Sunday, May 1, 2016

Deadpool (2016)

Mind if I'm honest with you for a second here? I don't know what the hell I'm going to be writing about today. Earlier on I saw Deadpool, which was actually a pretty fun ride except, unfortunately, for the character of Deadpool himself, played by my absolute favourite actor ever, Ryan Reynolds. My gut instinct is to say that this maybe isn't Reynolds' fault, except that, hang on a sec, it's apparently been a pet project that he's been wanting to get off the ground for ages, so nope, sorry, not gonna let him off the hook.

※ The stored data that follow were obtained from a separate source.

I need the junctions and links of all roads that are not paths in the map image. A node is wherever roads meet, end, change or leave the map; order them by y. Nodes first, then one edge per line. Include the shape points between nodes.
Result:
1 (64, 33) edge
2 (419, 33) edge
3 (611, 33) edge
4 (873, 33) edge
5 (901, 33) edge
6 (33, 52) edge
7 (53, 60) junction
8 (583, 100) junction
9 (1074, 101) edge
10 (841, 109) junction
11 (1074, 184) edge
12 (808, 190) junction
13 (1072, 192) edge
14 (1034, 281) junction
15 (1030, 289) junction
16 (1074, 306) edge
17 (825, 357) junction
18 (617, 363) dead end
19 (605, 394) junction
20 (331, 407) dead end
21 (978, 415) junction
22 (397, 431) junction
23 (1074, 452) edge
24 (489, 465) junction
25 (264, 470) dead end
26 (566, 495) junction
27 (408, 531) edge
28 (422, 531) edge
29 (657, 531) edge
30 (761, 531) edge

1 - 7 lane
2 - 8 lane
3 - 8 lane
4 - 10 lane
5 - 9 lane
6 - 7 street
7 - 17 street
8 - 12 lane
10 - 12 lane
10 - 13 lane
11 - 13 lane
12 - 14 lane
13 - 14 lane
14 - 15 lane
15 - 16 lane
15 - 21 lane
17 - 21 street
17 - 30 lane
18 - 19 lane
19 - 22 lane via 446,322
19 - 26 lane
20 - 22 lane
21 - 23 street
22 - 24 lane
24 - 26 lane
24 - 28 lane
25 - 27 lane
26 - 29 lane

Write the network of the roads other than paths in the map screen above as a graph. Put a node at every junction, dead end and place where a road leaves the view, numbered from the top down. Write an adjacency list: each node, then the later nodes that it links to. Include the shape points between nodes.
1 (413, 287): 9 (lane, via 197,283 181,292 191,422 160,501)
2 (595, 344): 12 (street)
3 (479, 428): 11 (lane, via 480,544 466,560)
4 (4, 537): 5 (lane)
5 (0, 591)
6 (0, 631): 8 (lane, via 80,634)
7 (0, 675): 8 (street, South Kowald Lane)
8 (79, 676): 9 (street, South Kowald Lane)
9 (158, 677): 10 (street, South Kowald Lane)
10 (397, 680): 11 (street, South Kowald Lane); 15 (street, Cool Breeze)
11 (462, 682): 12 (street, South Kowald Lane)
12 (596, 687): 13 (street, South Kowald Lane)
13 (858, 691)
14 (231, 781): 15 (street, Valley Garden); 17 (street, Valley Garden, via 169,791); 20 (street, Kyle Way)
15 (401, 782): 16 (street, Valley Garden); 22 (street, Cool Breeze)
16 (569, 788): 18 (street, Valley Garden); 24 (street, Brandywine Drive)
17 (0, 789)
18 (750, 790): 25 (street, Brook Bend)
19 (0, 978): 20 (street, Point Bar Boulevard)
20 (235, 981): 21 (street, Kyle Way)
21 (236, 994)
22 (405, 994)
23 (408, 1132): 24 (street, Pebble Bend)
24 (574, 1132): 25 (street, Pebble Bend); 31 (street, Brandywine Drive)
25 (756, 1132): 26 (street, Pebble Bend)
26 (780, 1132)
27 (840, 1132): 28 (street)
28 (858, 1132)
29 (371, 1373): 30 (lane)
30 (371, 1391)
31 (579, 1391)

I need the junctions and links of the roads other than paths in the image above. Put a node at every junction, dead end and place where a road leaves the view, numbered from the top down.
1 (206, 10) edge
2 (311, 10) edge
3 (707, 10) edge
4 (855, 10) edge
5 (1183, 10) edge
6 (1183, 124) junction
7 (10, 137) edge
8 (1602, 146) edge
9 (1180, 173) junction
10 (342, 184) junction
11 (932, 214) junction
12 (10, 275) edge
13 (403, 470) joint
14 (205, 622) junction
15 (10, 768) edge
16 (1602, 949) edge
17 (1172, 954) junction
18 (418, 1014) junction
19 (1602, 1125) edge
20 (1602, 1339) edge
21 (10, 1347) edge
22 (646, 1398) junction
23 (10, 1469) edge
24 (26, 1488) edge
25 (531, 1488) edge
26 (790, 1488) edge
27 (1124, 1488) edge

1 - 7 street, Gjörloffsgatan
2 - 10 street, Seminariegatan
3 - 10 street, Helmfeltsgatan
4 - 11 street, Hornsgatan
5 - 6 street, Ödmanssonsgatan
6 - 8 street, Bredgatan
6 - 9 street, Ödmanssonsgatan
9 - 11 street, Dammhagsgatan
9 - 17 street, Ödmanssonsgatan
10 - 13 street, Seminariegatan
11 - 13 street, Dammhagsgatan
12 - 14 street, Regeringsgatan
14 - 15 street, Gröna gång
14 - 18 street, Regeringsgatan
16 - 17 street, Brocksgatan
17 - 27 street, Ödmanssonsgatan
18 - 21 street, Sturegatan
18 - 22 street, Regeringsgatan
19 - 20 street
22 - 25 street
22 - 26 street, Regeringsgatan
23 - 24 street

Anyhow, I felt incredibly grubby afterwards so I wanted a palate cleanser, something sweet and funny and clever and almost certainly made without the involvement of a major US studio. This brought me back, as it often does, to The Day of the Doctor, a feature-length episode broadcast in 2013 to celebrate the 50th anniversary of the BBC's iconic sci-fi show Dr. Who

By this point, I had over three hours of material to think about, and that's where I am now, irritable and overstimulated and wondering vaguely whether I'd have a decent subject to write about if only I went and found something else instead. My gut says no, so here I am, with Deadpool lingering in my mind like the wet patch after an ill-advised and possibly syphilitic one night stand.

I think what's driving me loopy here is that I could have really enjoyed it if only the lead character had been less like the wank fantasies of a future school shooter. Heck, I enjoyed the titles immensely, with the way they neatly skewered the tropes that sometimes bind comic book movies just that little bit too tightly. I certainly wasn't against all the fourth wall breaking, either - it felt inventive and playful, and god knows that's something the genre could do with more of. 

The sidekicks were far more endearing than we've seen in any Marvel movie other than Guardians of the Galaxy, too, with the CGI Colossus (voicework: Stefan Kapicic) positively adorable, a lump of sentient steel with the heart of the grandmother you always wanted but would never have owing to some serious advocaat issues.

None of this, however, can manage to compensate for Deadpool himself being, bluntly put, a raging cunt. Showing him putting the frighteners on a teenage girl's stalker doesn't establish his good guy credentials, particularly when said stalker is clearly a teenager himself and no match for a dishonourable discharge (pun only partially intended) from the special forces. Granted, Deadpool himself is constantly reiterating that he isn't the hero, but 1) It's his damned movie, 2) None of his actions incur any real consequences, 3) There's apparently a sequel in the works, and 4) Not a single one of the prolonged torture sequences he endured included the bloody laryngectomy he clearly so desperately needed in order to be less eminently slappable. Actually, no, scratch #2, his girlfriend Vanessa (Morena Baccarin, also moderately endearing) does slap him at one point, but y'know what? Female on male domestic violence also isn't okay.

Other things that also aren't okay? Using a character's pansexuality as a selling point for how transgressive and revolutionary a character is and then making them the sort of camp, vaguely predatory nominally bisexual creep that your friendly neighbourhood homophobe holds up as an example whenever they're on a particularly violent paranoia jag. If you kiss someone while you've got them pinned up against the wall and you're threatening to kill them? That's not sexual attraction, it's just a slightly rapey power trip and again, calling yourself an antihero doesn't make it cool, it just makes you a cunt managing, against all the odds, to out-cunt yourself in a cunting competition.

So, guys, there you go - why not spend a fun afternoon watching Deadpool sometime soon? Then it can turn you into a happier, classier person. Just like it did me.